- [DATA EXTRACT]:
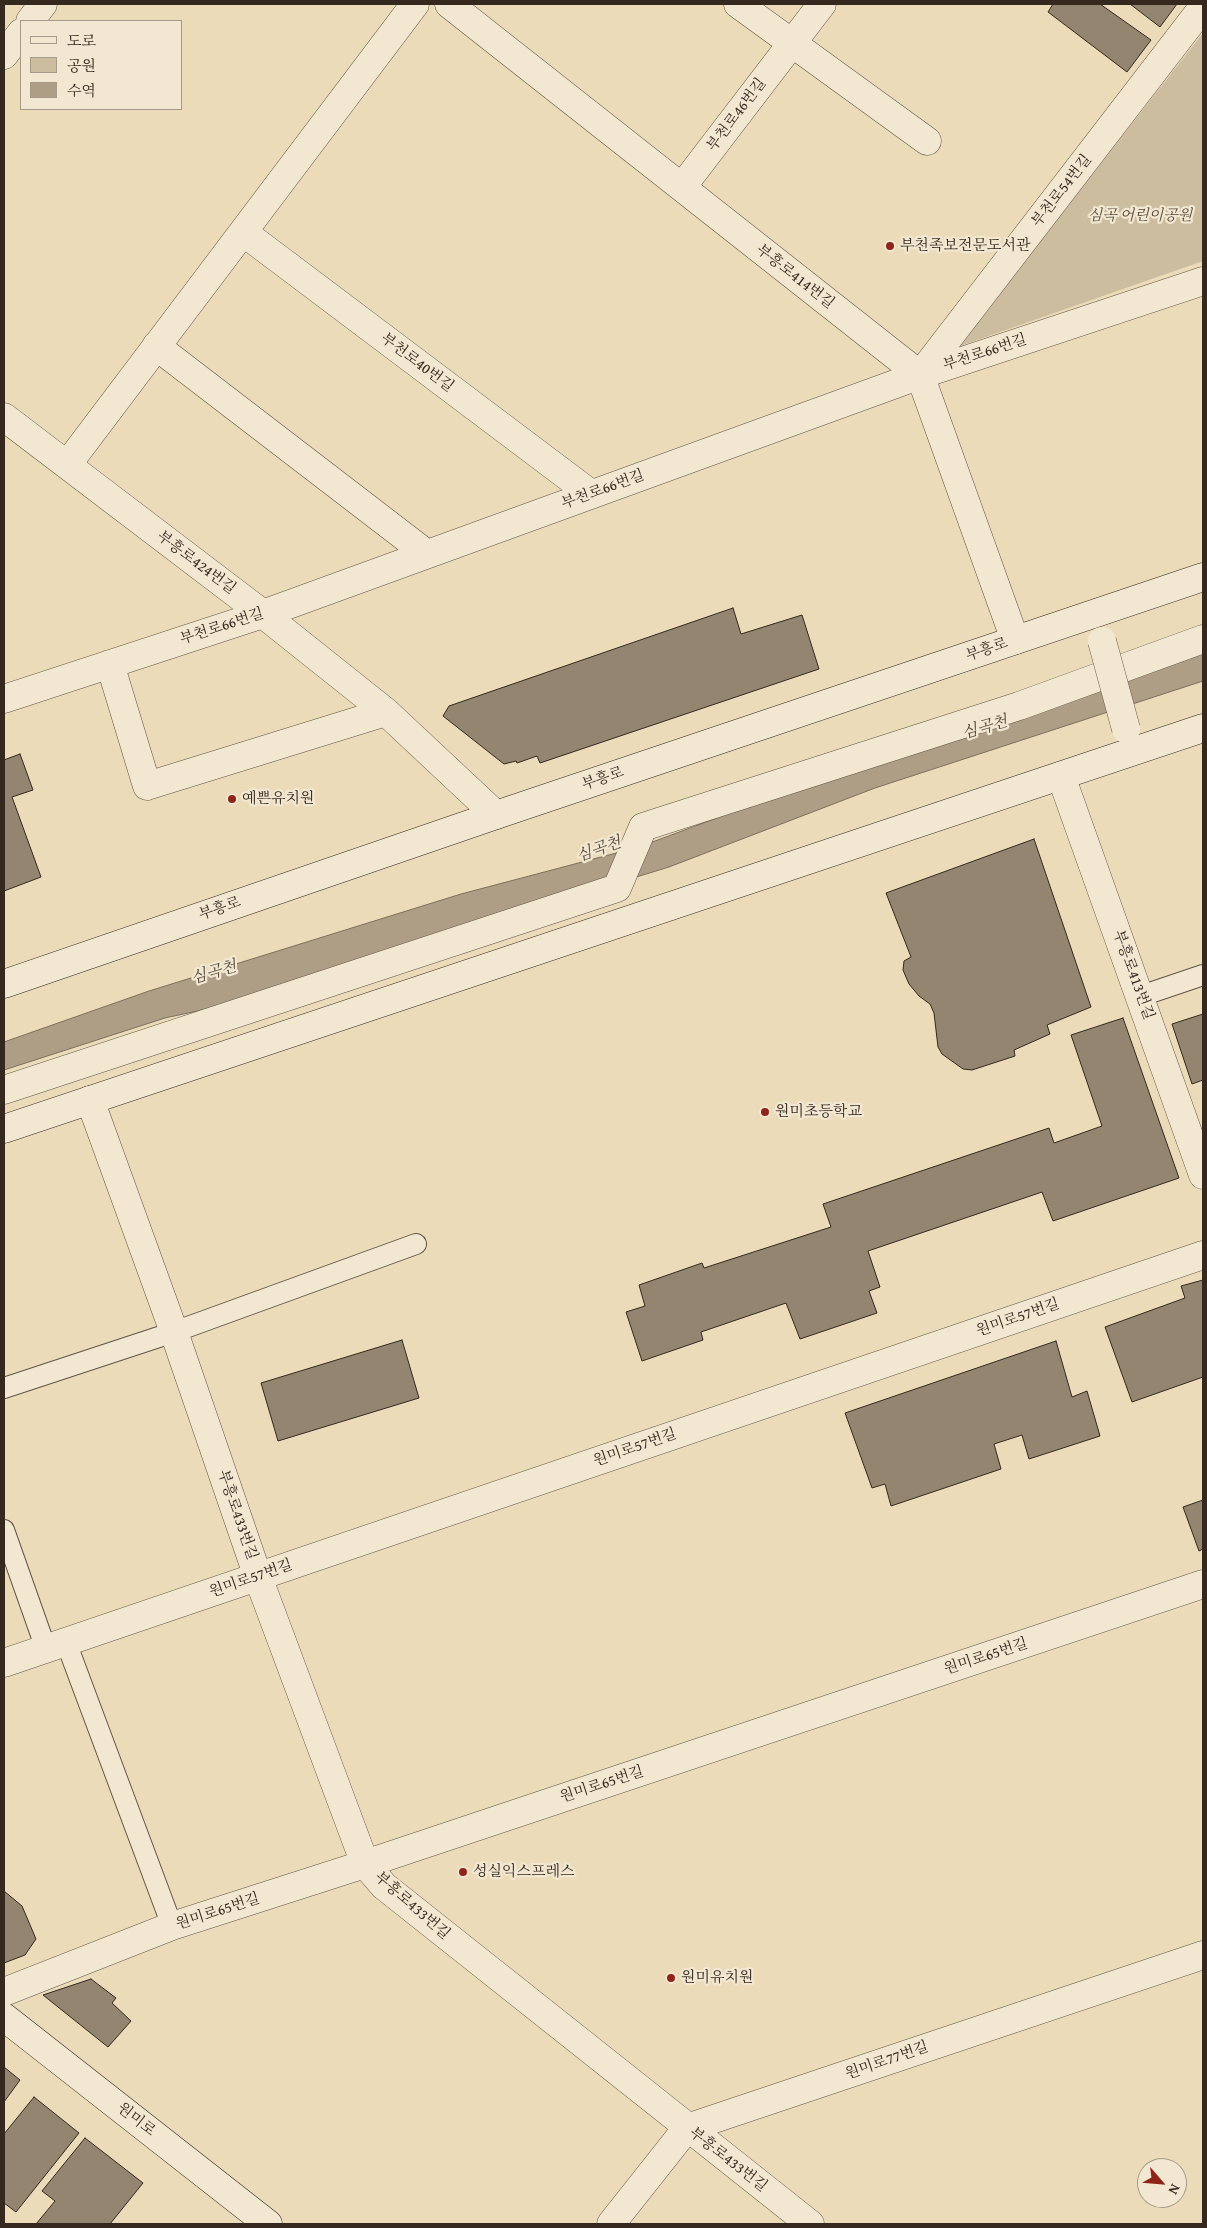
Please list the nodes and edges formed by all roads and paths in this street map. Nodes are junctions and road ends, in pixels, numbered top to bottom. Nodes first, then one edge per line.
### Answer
1 (43, 4) edge
2 (415, 4) edge
3 (449, 4) edge
4 (738, 4) edge
5 (822, 4) edge
6 (1203, 6) edge
7 (31, 20) edge
8 (20, 33) edge
9 (792, 44) junction
10 (4, 56) edge
11 (927, 140) dead end
12 (682, 187) junction
13 (243, 232) junction
14 (1203, 281) edge
15 (156, 346) junction
16 (920, 375) junction
17 (4, 417) edge
18 (67, 465) junction
19 (591, 494) junction
20 (427, 554) junction
21 (1203, 576) edge
22 (263, 614) junction
23 (1094, 614) junction
24 (1203, 639) edge
25 (1015, 640) junction
26 (110, 664) junction
27 (4, 699) edge
28 (386, 712) junction
29 (1203, 728) edge
30 (1130, 740) junction
31 (1061, 776) junction
32 (496, 815) junction
33 (1203, 975) edge
34 (4, 984) edge
35 (1141, 996) junction
36 (4, 1090) edge
37 (90, 1100) junction
38 (4, 1129) edge
39 (1203, 1175) edge
40 (416, 1244) dead end
41 (1203, 1254) edge
42 (174, 1332) junction
43 (4, 1388) edge
44 (4, 1530) edge
45 (258, 1576) junction
46 (1203, 1584) edge
47 (56, 1645) junction
48 (4, 1663) edge
49 (365, 1864) junction
50 (172, 1926) junction
51 (1203, 1954) edge
52 (4, 1992) edge
53 (4, 2016) edge
54 (687, 2128) junction
55 (268, 2224) edge
56 (611, 2224) edge
57 (810, 2224) edge

1 - 7 street
2 - 13 street
3 - 12 street, 부흥로414번길
4 - 9 street
5 - 9 street, 부천로46번길
6 - 16 street, 부천로54번길
8 - 10 street
9 - 11 street
9 - 12 street, 부천로46번길
12 - 16 street, 부흥로414번길
13 - 15 street
13 - 19 street, 부천로40번길
14 - 16 street, 부천로66번길
15 - 18 street
15 - 20 street
16 - 19 street, 부천로66번길
16 - 25 street
17 - 18 street, 부흥로424번길
18 - 22 street, 부흥로424번길
19 - 20 street, 부천로66번길
20 - 22 street, 부천로66번길
21 - 23 street, 부흥로
22 - 26 street, 부천로66번길
22 - 28 street, 부흥로424번길
23 - 25 street, 부흥로
23 - 30 street, bridge
24 - 36 street
25 - 32 street, 부흥로
26 - 27 street, 부천로66번길
26 - 28 street
28 - 32 street, 부흥로424번길
29 - 30 street
30 - 31 street
31 - 35 street, 부흥로413번길
31 - 37 street
32 - 34 street, 부흥로
33 - 35 lane
35 - 39 street, 부흥로413번길
37 - 38 street
37 - 42 street, 부흥로433번길
40 - 42 lane
41 - 45 street, 원미로57번길
42 - 43 lane
42 - 45 street, 부흥로433번길
44 - 47 lane
45 - 47 street, 원미로57번길
45 - 49 street, 부흥로433번길
46 - 49 street, 원미로65번길
47 - 48 street, 원미로57번길
47 - 50 lane
49 - 50 street, 원미로65번길
49 - 54 street, 부흥로433번길
50 - 52 street, 원미로65번길
51 - 54 street, 원미로77번길
53 - 55 street, 원미로
54 - 56 street
54 - 57 street, 부흥로433번길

- [YOUR OBJECTIVE]: Locate the lines above that contain "dead" and copy them.

- [YOUR SOLUTION]:
11 (927, 140) dead end
40 (416, 1244) dead end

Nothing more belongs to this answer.